> **Required action**:
For every record that follows, transcribe the text exactly and leave any image out.

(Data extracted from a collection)
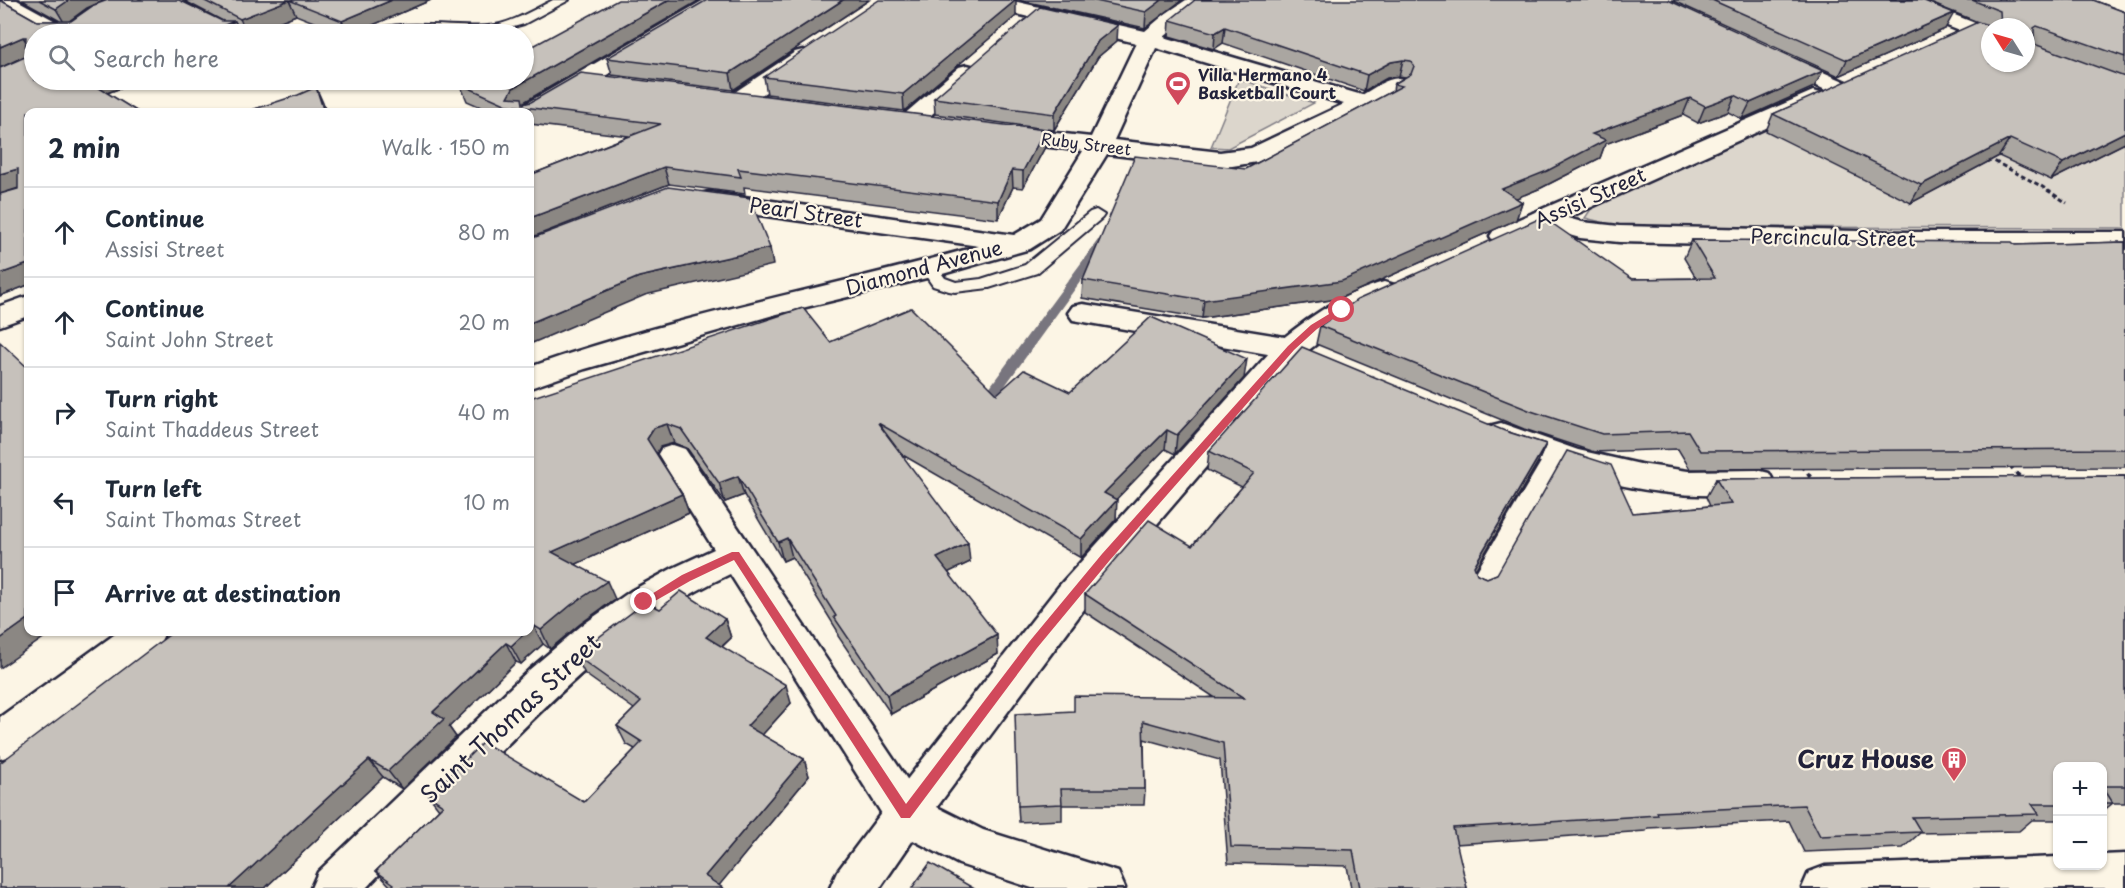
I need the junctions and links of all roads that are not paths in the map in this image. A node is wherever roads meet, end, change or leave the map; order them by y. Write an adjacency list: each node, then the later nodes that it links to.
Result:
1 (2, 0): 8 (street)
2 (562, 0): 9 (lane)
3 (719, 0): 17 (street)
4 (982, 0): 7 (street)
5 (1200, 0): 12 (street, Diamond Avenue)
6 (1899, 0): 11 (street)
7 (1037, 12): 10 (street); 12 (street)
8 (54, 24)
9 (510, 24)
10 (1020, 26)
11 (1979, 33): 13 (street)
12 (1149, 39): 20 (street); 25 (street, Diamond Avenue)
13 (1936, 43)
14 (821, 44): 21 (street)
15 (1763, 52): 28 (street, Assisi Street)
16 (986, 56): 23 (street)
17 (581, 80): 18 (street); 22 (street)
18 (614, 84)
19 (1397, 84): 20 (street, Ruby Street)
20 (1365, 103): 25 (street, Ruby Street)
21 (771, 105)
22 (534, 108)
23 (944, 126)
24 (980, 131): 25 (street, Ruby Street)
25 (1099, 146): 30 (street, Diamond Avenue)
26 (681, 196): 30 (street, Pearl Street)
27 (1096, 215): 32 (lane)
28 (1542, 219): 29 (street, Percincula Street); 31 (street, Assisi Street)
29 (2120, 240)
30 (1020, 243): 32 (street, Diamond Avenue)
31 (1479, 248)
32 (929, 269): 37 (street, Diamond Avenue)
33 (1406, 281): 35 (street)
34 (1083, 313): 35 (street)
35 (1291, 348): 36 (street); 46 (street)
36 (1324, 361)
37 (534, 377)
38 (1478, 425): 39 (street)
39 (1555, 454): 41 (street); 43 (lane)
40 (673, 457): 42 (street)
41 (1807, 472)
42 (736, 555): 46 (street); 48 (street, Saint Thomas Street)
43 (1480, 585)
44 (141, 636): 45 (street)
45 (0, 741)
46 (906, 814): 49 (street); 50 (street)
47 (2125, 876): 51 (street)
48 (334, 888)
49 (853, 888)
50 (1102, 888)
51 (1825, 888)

> **Exercise result**:
I need the junctions and links of all roads that are not paths in the map in this image. A node is wherever roads meet, end, change or leave the map; order them by y. Write an adjacency list: each node, then the later nodes that it links to.
Result:
1 (2, 0): 8 (street)
2 (562, 0): 9 (lane)
3 (719, 0): 17 (street)
4 (982, 0): 7 (street)
5 (1200, 0): 12 (street, Diamond Avenue)
6 (1899, 0): 11 (street)
7 (1037, 12): 10 (street); 12 (street)
8 (54, 24)
9 (510, 24)
10 (1020, 26)
11 (1979, 33): 13 (street)
12 (1149, 39): 20 (street); 25 (street, Diamond Avenue)
13 (1936, 43)
14 (821, 44): 21 (street)
15 (1763, 52): 28 (street, Assisi Street)
16 (986, 56): 23 (street)
17 (581, 80): 18 (street); 22 (street)
18 (614, 84)
19 (1397, 84): 20 (street, Ruby Street)
20 (1365, 103): 25 (street, Ruby Street)
21 (771, 105)
22 (534, 108)
23 (944, 126)
24 (980, 131): 25 (street, Ruby Street)
25 (1099, 146): 30 (street, Diamond Avenue)
26 (681, 196): 30 (street, Pearl Street)
27 (1096, 215): 32 (lane)
28 (1542, 219): 29 (street, Percincula Street); 31 (street, Assisi Street)
29 (2120, 240)
30 (1020, 243): 32 (street, Diamond Avenue)
31 (1479, 248)
32 (929, 269): 37 (street, Diamond Avenue)
33 (1406, 281): 35 (street)
34 (1083, 313): 35 (street)
35 (1291, 348): 36 (street); 46 (street)
36 (1324, 361)
37 (534, 377)
38 (1478, 425): 39 (street)
39 (1555, 454): 41 (street); 43 (lane)
40 (673, 457): 42 (street)
41 (1807, 472)
42 (736, 555): 46 (street); 48 (street, Saint Thomas Street)
43 (1480, 585)
44 (141, 636): 45 (street)
45 (0, 741)
46 (906, 814): 49 (street); 50 (street)
47 (2125, 876): 51 (street)
48 (334, 888)
49 (853, 888)
50 (1102, 888)
51 (1825, 888)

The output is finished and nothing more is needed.